+++ Data shown

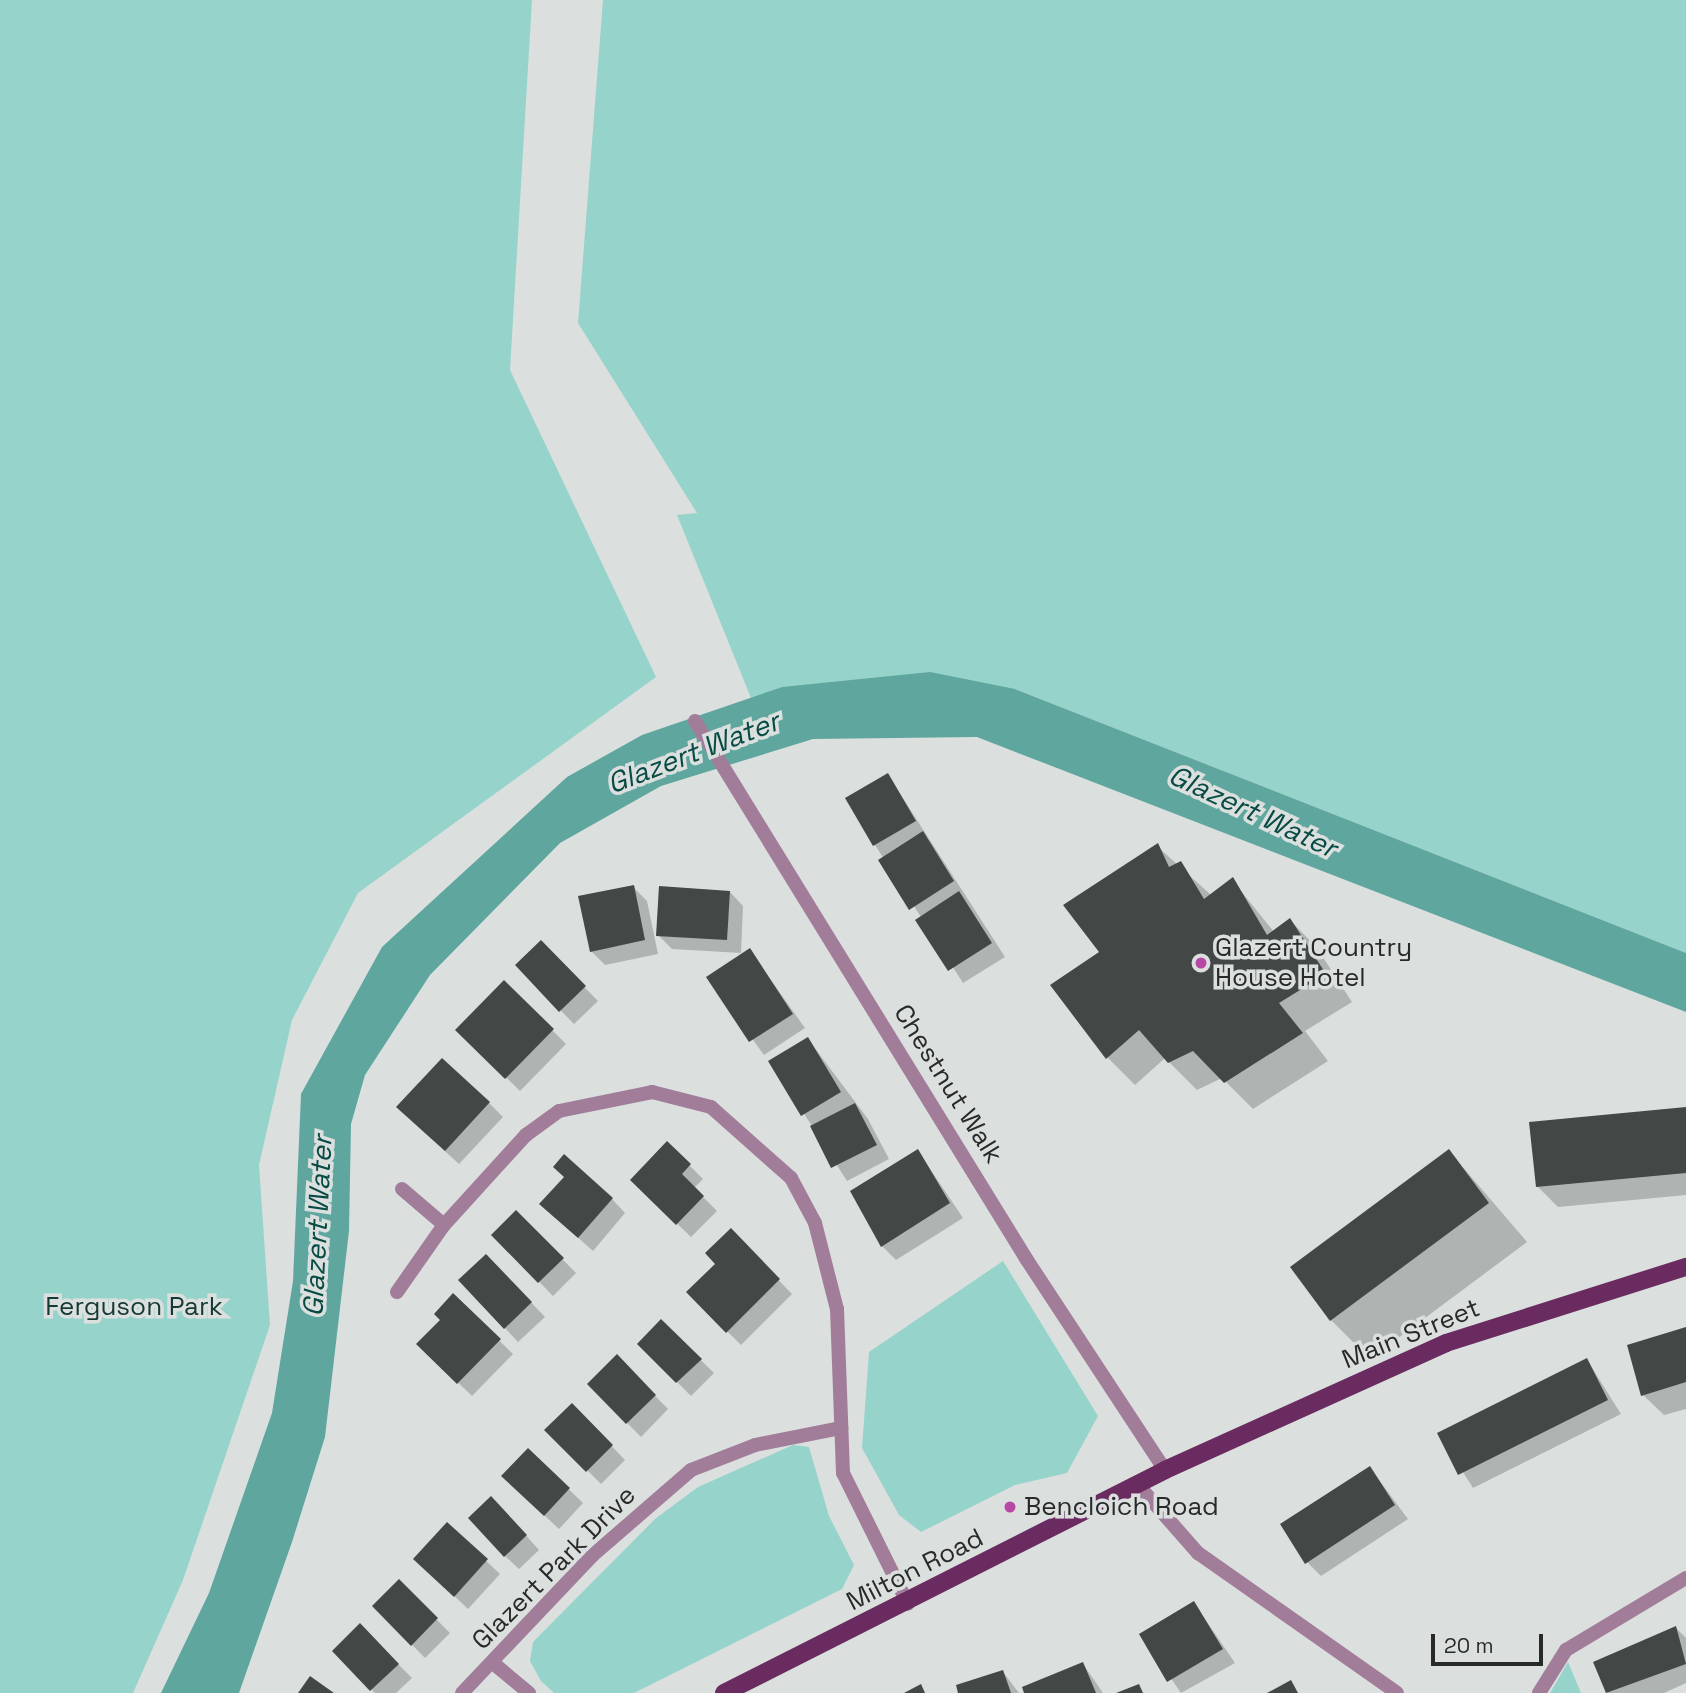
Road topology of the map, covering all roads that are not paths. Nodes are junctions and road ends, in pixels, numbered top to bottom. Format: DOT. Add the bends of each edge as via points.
graph roads {
  1 [pos="695,721"];
  2 [pos="402,1189"];
  3 [pos="444,1225"];
  4 [pos="1686,1267"];
  5 [pos="397,1292"];
  6 [pos="841,1428"];
  7 [pos="1165,1470"];
  8 [pos="1138,1485"];
  9 [pos="1686,1578"];
  10 [pos="908,1604"];
  11 [pos="493,1663"];
  12 [pos="462,1693"];
  13 [pos="528,1693"];
  14 [pos="724,1693"];
  15 [pos="1397,1693"];
  16 [pos="1539,1693"];
  1 -- 7 [label="street, Chestnut Walk" via="721,772"];
  2 -- 3 [label="street"];
  3 -- 5 [label="street"];
  3 -- 6 [label="street" via="526,1135 559,1111 652,1092 711,1107 791,1178 815,1223 837,1309"];
  4 -- 7 [label="main road, Main Street" via="1446,1343"];
  6 -- 10 [label="street" via="843,1473"];
  6 -- 11 [label="street, Glazert Park Drive" via="755,1445 691,1470 593,1555"];
  7 -- 8 [label="main road, Milton Road"];
  8 -- 10 [label="main road, Milton Road"];
  8 -- 15 [label="street" via="1198,1553"];
  9 -- 16 [label="street" via="1566,1650"];
  10 -- 14 [label="main road, Milton Road"];
  11 -- 12 [label="street, Glazert Park Drive"];
  11 -- 13 [label="street"];
}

++++++

Assignment —
The reply must hold each line of the records verbatim and no pictures.

Finished task —
Road topology of the map, covering all roads that are not paths. Nodes are junctions and road ends, in pixels, numbered top to bottom. Format: DOT. Add the bends of each edge as via points.
graph roads {
  1 [pos="695,721"];
  2 [pos="402,1189"];
  3 [pos="444,1225"];
  4 [pos="1686,1267"];
  5 [pos="397,1292"];
  6 [pos="841,1428"];
  7 [pos="1165,1470"];
  8 [pos="1138,1485"];
  9 [pos="1686,1578"];
  10 [pos="908,1604"];
  11 [pos="493,1663"];
  12 [pos="462,1693"];
  13 [pos="528,1693"];
  14 [pos="724,1693"];
  15 [pos="1397,1693"];
  16 [pos="1539,1693"];
  1 -- 7 [label="street, Chestnut Walk" via="721,772"];
  2 -- 3 [label="street"];
  3 -- 5 [label="street"];
  3 -- 6 [label="street" via="526,1135 559,1111 652,1092 711,1107 791,1178 815,1223 837,1309"];
  4 -- 7 [label="main road, Main Street" via="1446,1343"];
  6 -- 10 [label="street" via="843,1473"];
  6 -- 11 [label="street, Glazert Park Drive" via="755,1445 691,1470 593,1555"];
  7 -- 8 [label="main road, Milton Road"];
  8 -- 10 [label="main road, Milton Road"];
  8 -- 15 [label="street" via="1198,1553"];
  9 -- 16 [label="street" via="1566,1650"];
  10 -- 14 [label="main road, Milton Road"];
  11 -- 12 [label="street, Glazert Park Drive"];
  11 -- 13 [label="street"];
}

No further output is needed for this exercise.